Stored data entries:
==============================

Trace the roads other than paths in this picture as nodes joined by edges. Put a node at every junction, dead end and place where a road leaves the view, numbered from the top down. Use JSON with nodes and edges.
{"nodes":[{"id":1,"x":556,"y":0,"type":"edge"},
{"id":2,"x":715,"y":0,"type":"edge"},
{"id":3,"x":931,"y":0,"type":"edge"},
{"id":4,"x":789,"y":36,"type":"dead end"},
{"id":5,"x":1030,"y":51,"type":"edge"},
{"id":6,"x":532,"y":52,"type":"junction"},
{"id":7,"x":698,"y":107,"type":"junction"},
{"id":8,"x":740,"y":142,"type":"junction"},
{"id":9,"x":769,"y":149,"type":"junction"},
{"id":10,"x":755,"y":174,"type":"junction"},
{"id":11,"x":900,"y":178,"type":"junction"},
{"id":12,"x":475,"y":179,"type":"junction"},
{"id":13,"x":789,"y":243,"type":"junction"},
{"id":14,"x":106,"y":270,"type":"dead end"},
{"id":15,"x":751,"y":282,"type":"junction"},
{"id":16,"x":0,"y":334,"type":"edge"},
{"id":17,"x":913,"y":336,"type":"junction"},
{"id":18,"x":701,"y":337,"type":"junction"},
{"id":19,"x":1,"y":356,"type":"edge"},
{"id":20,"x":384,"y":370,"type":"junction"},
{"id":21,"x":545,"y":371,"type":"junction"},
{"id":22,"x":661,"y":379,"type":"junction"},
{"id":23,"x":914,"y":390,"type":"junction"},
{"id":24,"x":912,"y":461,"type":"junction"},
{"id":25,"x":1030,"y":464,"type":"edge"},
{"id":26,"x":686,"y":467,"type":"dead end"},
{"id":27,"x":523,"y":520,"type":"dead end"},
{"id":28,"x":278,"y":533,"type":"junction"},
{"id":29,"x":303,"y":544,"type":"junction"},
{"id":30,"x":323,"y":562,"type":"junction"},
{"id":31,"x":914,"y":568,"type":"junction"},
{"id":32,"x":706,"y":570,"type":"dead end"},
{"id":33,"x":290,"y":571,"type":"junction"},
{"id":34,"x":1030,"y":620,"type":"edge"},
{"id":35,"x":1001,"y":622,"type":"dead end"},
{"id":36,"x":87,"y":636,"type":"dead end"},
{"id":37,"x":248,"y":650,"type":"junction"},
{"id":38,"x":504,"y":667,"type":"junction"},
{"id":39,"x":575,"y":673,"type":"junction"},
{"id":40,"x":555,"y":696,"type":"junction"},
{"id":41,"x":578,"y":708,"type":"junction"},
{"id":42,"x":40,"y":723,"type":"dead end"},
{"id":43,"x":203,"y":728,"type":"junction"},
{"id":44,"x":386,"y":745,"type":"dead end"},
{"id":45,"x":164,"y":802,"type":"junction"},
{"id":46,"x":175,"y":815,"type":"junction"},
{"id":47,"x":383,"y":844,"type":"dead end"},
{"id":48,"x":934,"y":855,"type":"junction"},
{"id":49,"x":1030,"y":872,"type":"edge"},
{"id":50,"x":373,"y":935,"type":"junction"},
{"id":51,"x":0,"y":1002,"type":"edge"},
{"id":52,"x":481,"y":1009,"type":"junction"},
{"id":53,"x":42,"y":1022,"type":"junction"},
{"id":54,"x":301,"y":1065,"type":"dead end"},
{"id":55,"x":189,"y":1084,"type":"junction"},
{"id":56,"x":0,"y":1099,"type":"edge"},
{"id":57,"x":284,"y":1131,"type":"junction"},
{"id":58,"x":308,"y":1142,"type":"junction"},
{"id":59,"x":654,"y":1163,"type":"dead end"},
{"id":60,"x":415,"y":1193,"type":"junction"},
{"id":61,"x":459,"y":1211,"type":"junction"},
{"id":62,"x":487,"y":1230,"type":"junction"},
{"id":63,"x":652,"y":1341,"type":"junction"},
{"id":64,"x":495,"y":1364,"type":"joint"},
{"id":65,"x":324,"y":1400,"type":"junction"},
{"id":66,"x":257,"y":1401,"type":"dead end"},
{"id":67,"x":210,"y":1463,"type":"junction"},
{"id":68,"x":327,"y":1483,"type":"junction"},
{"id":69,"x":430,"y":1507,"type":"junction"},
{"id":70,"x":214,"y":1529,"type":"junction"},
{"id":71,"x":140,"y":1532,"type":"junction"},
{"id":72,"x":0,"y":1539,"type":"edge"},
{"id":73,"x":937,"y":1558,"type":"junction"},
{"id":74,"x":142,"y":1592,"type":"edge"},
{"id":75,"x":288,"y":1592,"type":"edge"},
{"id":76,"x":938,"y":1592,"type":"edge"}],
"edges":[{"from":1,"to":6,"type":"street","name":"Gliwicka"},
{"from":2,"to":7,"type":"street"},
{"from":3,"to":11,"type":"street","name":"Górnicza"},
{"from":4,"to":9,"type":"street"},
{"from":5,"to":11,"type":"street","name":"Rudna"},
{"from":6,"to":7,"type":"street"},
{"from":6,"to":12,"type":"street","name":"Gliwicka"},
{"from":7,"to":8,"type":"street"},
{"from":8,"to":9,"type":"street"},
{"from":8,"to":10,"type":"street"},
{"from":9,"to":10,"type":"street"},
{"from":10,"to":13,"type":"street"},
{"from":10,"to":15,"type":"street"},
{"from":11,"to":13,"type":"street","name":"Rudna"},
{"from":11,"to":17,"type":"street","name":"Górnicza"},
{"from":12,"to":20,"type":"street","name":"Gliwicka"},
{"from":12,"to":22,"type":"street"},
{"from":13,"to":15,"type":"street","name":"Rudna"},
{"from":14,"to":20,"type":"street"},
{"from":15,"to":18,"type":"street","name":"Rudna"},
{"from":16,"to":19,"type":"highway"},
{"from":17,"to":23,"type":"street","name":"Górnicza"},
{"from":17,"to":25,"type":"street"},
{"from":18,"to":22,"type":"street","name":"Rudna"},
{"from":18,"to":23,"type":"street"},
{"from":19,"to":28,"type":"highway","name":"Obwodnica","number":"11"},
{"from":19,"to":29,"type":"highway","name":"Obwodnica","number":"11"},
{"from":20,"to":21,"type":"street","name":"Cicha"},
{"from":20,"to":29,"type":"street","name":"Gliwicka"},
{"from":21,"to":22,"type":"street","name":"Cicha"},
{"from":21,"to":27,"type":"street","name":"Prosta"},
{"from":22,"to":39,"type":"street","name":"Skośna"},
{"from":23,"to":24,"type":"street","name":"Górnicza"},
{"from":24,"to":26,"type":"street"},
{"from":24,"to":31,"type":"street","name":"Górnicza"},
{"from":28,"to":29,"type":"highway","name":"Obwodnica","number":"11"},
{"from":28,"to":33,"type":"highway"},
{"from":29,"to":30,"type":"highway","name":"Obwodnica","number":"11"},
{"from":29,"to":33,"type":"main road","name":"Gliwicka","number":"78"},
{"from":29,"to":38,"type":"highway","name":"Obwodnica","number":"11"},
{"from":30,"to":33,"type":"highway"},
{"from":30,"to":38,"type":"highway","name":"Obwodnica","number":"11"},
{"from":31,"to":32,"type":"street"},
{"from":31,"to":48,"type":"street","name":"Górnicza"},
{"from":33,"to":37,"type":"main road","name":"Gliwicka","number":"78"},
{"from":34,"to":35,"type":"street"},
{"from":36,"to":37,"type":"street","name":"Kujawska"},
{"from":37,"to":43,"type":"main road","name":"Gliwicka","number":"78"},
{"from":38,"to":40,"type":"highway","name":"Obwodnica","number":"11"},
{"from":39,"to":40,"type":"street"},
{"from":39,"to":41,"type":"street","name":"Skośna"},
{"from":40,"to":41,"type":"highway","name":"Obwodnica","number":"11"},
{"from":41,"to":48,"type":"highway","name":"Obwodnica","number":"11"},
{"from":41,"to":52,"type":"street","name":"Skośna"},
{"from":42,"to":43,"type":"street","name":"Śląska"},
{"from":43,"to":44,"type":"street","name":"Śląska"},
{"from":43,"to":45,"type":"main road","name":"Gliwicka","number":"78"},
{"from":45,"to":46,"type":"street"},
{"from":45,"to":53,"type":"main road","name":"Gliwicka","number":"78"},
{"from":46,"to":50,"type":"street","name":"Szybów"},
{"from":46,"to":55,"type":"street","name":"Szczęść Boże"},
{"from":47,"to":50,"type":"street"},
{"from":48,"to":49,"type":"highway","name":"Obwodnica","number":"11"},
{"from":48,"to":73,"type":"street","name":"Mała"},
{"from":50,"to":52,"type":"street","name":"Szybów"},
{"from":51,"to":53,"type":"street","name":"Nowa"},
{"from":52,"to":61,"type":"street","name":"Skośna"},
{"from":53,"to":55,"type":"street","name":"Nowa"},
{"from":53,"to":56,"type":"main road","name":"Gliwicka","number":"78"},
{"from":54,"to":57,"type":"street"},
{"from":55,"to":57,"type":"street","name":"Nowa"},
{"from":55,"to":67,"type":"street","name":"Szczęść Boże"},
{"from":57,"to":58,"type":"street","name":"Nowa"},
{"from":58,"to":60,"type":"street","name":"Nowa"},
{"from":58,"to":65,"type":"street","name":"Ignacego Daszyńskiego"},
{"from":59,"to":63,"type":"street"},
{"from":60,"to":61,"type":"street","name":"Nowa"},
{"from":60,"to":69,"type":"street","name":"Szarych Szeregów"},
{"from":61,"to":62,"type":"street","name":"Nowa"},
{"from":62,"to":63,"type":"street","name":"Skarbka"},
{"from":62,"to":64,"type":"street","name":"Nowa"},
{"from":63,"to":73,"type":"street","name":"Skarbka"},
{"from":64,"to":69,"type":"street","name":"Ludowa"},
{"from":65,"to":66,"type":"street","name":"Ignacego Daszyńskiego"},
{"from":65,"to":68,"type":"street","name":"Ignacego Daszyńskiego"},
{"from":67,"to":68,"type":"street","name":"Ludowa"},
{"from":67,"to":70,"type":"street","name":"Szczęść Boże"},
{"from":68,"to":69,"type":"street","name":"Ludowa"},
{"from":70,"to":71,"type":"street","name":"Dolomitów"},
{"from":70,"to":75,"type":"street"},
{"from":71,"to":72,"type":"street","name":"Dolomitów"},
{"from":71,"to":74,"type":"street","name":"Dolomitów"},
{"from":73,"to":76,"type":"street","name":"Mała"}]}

==============================

EXERCISE DETAILS: Across the entries, how many lines hold the word "Górnicza"? Say only the number.

RESULT FOR THIS EXERCISE: 6